## Task to carry out
Set down the entries exactly as they appear, apart from the images, which stay out.

## Source data

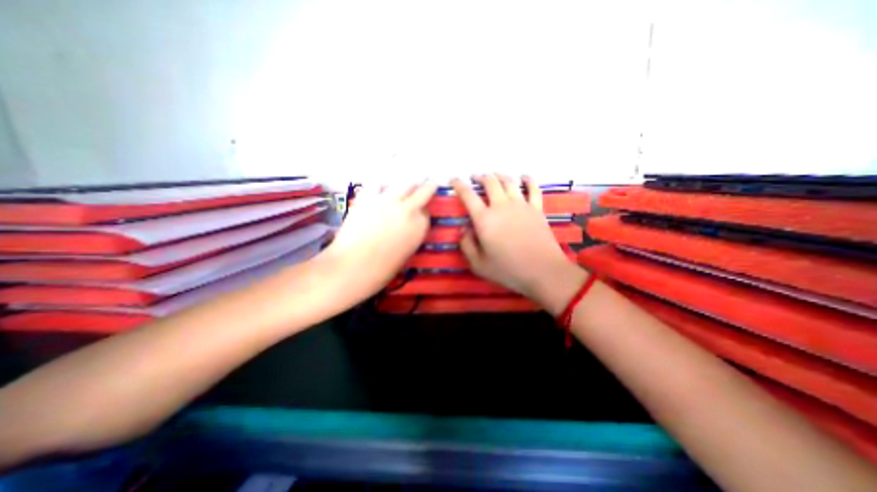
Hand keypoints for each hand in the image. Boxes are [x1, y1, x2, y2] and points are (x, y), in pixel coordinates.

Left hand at [321, 181, 435, 301]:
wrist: (354, 267)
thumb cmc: (383, 268)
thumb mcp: (407, 252)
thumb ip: (411, 234)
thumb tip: (408, 225)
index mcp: (420, 227)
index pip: (427, 212)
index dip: (424, 210)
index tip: (421, 209)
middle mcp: (408, 209)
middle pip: (423, 191)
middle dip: (427, 186)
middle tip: (428, 182)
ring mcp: (388, 200)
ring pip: (404, 182)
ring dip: (408, 182)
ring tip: (407, 181)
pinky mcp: (368, 197)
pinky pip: (377, 183)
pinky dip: (380, 183)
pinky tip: (380, 185)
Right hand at [451, 174, 588, 315]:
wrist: (543, 271)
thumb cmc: (508, 270)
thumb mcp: (478, 264)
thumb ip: (466, 245)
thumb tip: (464, 229)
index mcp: (484, 219)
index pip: (468, 195)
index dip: (458, 185)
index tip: (453, 180)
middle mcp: (501, 206)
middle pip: (489, 182)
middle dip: (479, 177)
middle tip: (474, 177)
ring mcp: (521, 205)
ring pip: (508, 182)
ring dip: (499, 175)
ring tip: (494, 175)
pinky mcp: (537, 209)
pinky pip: (533, 188)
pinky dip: (528, 180)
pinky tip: (523, 177)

## Your solution
Hand keypoints for each hand in the image. Boxes are [x1, y1, x2, y2] and points are (x, y), in pixel coordinates.

Left hand at [321, 181, 435, 301]:
wrist: (354, 267)
thumb cmc: (383, 268)
thumb mcp: (407, 252)
thumb ip: (411, 234)
thumb tip: (408, 225)
index mcp: (420, 227)
index pip: (427, 212)
index dip: (424, 210)
index tip: (421, 209)
middle mcp: (408, 209)
middle pip: (423, 191)
middle dip: (427, 186)
middle tip: (428, 182)
ring mcp: (388, 200)
ring pip: (404, 182)
ring dip: (408, 182)
ring tip: (407, 181)
pinky mcp: (368, 197)
pinky pip: (377, 183)
pinky dip: (380, 183)
pinky tip: (380, 185)
Right hand at [451, 174, 588, 315]:
wrist: (543, 271)
thumb cmc: (508, 270)
thumb mcp: (478, 264)
thumb ip: (466, 245)
thumb tip: (464, 229)
index mcp: (484, 219)
index pip: (468, 195)
index dip: (458, 185)
index tip: (453, 180)
middle mcp: (501, 206)
middle pip: (489, 182)
middle dip: (479, 177)
middle tip: (474, 177)
ring mcp: (521, 205)
ring pip: (508, 182)
ring dip: (499, 175)
ring tip: (494, 175)
pinky mcp: (537, 209)
pinky pip: (533, 188)
pinky dip: (528, 180)
pinky tip: (523, 177)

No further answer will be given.